→ Exercise goal: All lines of the data shown below should be output exactly as they stand.

Supplied data START

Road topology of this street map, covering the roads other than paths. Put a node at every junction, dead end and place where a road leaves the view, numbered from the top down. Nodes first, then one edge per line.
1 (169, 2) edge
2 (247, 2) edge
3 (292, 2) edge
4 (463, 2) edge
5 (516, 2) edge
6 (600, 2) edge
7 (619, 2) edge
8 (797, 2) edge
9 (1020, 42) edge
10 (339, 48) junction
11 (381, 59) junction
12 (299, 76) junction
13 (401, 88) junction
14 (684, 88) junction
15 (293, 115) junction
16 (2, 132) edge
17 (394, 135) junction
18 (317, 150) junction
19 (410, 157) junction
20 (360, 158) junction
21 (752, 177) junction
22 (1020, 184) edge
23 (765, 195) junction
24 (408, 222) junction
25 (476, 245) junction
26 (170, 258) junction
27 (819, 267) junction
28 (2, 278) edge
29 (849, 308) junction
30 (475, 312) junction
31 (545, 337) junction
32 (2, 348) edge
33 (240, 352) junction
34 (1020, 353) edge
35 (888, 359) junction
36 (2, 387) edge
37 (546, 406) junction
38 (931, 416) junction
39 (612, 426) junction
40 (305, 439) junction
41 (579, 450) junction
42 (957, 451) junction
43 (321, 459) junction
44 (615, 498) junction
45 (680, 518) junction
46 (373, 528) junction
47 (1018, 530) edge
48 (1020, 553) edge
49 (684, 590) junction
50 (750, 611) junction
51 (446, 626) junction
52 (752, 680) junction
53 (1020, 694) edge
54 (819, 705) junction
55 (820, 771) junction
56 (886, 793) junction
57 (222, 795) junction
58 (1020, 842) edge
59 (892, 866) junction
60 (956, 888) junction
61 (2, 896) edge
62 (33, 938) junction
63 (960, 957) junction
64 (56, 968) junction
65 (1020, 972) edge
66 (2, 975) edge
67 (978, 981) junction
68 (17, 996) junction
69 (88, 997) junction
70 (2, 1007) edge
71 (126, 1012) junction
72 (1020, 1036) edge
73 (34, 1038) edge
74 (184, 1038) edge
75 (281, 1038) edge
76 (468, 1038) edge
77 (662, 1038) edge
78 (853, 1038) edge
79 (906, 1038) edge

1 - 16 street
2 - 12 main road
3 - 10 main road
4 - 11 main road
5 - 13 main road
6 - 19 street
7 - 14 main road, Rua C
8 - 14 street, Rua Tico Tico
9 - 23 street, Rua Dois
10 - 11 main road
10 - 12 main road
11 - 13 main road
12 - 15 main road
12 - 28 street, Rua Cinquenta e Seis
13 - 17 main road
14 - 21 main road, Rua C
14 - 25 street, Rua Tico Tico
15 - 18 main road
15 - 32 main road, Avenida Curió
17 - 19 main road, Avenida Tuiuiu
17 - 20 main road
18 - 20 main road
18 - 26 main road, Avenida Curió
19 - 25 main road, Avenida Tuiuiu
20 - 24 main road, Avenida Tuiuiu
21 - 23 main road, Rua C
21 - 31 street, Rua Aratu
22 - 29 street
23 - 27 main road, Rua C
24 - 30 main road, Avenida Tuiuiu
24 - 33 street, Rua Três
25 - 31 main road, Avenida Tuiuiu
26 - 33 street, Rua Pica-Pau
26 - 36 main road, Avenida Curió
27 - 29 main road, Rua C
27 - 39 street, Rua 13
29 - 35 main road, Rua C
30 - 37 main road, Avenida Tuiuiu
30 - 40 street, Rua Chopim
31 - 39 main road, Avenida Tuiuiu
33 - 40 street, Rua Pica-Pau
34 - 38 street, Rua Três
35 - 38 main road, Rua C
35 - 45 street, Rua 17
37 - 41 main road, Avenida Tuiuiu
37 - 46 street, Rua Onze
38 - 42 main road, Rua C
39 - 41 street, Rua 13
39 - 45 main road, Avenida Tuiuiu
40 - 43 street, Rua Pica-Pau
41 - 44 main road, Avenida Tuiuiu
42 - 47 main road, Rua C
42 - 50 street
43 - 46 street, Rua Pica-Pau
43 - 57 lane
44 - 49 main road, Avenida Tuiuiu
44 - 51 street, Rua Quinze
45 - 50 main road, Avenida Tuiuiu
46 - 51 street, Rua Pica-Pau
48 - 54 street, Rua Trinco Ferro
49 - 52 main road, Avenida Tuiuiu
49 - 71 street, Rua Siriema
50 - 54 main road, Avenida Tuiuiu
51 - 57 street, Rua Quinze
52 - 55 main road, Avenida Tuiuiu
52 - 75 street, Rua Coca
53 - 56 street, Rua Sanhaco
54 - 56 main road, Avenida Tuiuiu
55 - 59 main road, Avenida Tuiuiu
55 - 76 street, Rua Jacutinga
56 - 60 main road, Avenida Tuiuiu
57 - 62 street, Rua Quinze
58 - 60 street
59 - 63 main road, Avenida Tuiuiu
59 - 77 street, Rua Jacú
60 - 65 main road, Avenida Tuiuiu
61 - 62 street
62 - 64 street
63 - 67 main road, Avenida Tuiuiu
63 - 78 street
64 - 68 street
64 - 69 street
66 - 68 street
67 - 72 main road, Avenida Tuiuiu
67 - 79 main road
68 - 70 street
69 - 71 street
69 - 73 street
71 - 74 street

Supplied data END

→ Solution for this task:
Road topology of this street map, covering the roads other than paths. Put a node at every junction, dead end and place where a road leaves the view, numbered from the top down. Nodes first, then one edge per line.
1 (169, 2) edge
2 (247, 2) edge
3 (292, 2) edge
4 (463, 2) edge
5 (516, 2) edge
6 (600, 2) edge
7 (619, 2) edge
8 (797, 2) edge
9 (1020, 42) edge
10 (339, 48) junction
11 (381, 59) junction
12 (299, 76) junction
13 (401, 88) junction
14 (684, 88) junction
15 (293, 115) junction
16 (2, 132) edge
17 (394, 135) junction
18 (317, 150) junction
19 (410, 157) junction
20 (360, 158) junction
21 (752, 177) junction
22 (1020, 184) edge
23 (765, 195) junction
24 (408, 222) junction
25 (476, 245) junction
26 (170, 258) junction
27 (819, 267) junction
28 (2, 278) edge
29 (849, 308) junction
30 (475, 312) junction
31 (545, 337) junction
32 (2, 348) edge
33 (240, 352) junction
34 (1020, 353) edge
35 (888, 359) junction
36 (2, 387) edge
37 (546, 406) junction
38 (931, 416) junction
39 (612, 426) junction
40 (305, 439) junction
41 (579, 450) junction
42 (957, 451) junction
43 (321, 459) junction
44 (615, 498) junction
45 (680, 518) junction
46 (373, 528) junction
47 (1018, 530) edge
48 (1020, 553) edge
49 (684, 590) junction
50 (750, 611) junction
51 (446, 626) junction
52 (752, 680) junction
53 (1020, 694) edge
54 (819, 705) junction
55 (820, 771) junction
56 (886, 793) junction
57 (222, 795) junction
58 (1020, 842) edge
59 (892, 866) junction
60 (956, 888) junction
61 (2, 896) edge
62 (33, 938) junction
63 (960, 957) junction
64 (56, 968) junction
65 (1020, 972) edge
66 (2, 975) edge
67 (978, 981) junction
68 (17, 996) junction
69 (88, 997) junction
70 (2, 1007) edge
71 (126, 1012) junction
72 (1020, 1036) edge
73 (34, 1038) edge
74 (184, 1038) edge
75 (281, 1038) edge
76 (468, 1038) edge
77 (662, 1038) edge
78 (853, 1038) edge
79 (906, 1038) edge

1 - 16 street
2 - 12 main road
3 - 10 main road
4 - 11 main road
5 - 13 main road
6 - 19 street
7 - 14 main road, Rua C
8 - 14 street, Rua Tico Tico
9 - 23 street, Rua Dois
10 - 11 main road
10 - 12 main road
11 - 13 main road
12 - 15 main road
12 - 28 street, Rua Cinquenta e Seis
13 - 17 main road
14 - 21 main road, Rua C
14 - 25 street, Rua Tico Tico
15 - 18 main road
15 - 32 main road, Avenida Curió
17 - 19 main road, Avenida Tuiuiu
17 - 20 main road
18 - 20 main road
18 - 26 main road, Avenida Curió
19 - 25 main road, Avenida Tuiuiu
20 - 24 main road, Avenida Tuiuiu
21 - 23 main road, Rua C
21 - 31 street, Rua Aratu
22 - 29 street
23 - 27 main road, Rua C
24 - 30 main road, Avenida Tuiuiu
24 - 33 street, Rua Três
25 - 31 main road, Avenida Tuiuiu
26 - 33 street, Rua Pica-Pau
26 - 36 main road, Avenida Curió
27 - 29 main road, Rua C
27 - 39 street, Rua 13
29 - 35 main road, Rua C
30 - 37 main road, Avenida Tuiuiu
30 - 40 street, Rua Chopim
31 - 39 main road, Avenida Tuiuiu
33 - 40 street, Rua Pica-Pau
34 - 38 street, Rua Três
35 - 38 main road, Rua C
35 - 45 street, Rua 17
37 - 41 main road, Avenida Tuiuiu
37 - 46 street, Rua Onze
38 - 42 main road, Rua C
39 - 41 street, Rua 13
39 - 45 main road, Avenida Tuiuiu
40 - 43 street, Rua Pica-Pau
41 - 44 main road, Avenida Tuiuiu
42 - 47 main road, Rua C
42 - 50 street
43 - 46 street, Rua Pica-Pau
43 - 57 lane
44 - 49 main road, Avenida Tuiuiu
44 - 51 street, Rua Quinze
45 - 50 main road, Avenida Tuiuiu
46 - 51 street, Rua Pica-Pau
48 - 54 street, Rua Trinco Ferro
49 - 52 main road, Avenida Tuiuiu
49 - 71 street, Rua Siriema
50 - 54 main road, Avenida Tuiuiu
51 - 57 street, Rua Quinze
52 - 55 main road, Avenida Tuiuiu
52 - 75 street, Rua Coca
53 - 56 street, Rua Sanhaco
54 - 56 main road, Avenida Tuiuiu
55 - 59 main road, Avenida Tuiuiu
55 - 76 street, Rua Jacutinga
56 - 60 main road, Avenida Tuiuiu
57 - 62 street, Rua Quinze
58 - 60 street
59 - 63 main road, Avenida Tuiuiu
59 - 77 street, Rua Jacú
60 - 65 main road, Avenida Tuiuiu
61 - 62 street
62 - 64 street
63 - 67 main road, Avenida Tuiuiu
63 - 78 street
64 - 68 street
64 - 69 street
66 - 68 street
67 - 72 main road, Avenida Tuiuiu
67 - 79 main road
68 - 70 street
69 - 71 street
69 - 73 street
71 - 74 street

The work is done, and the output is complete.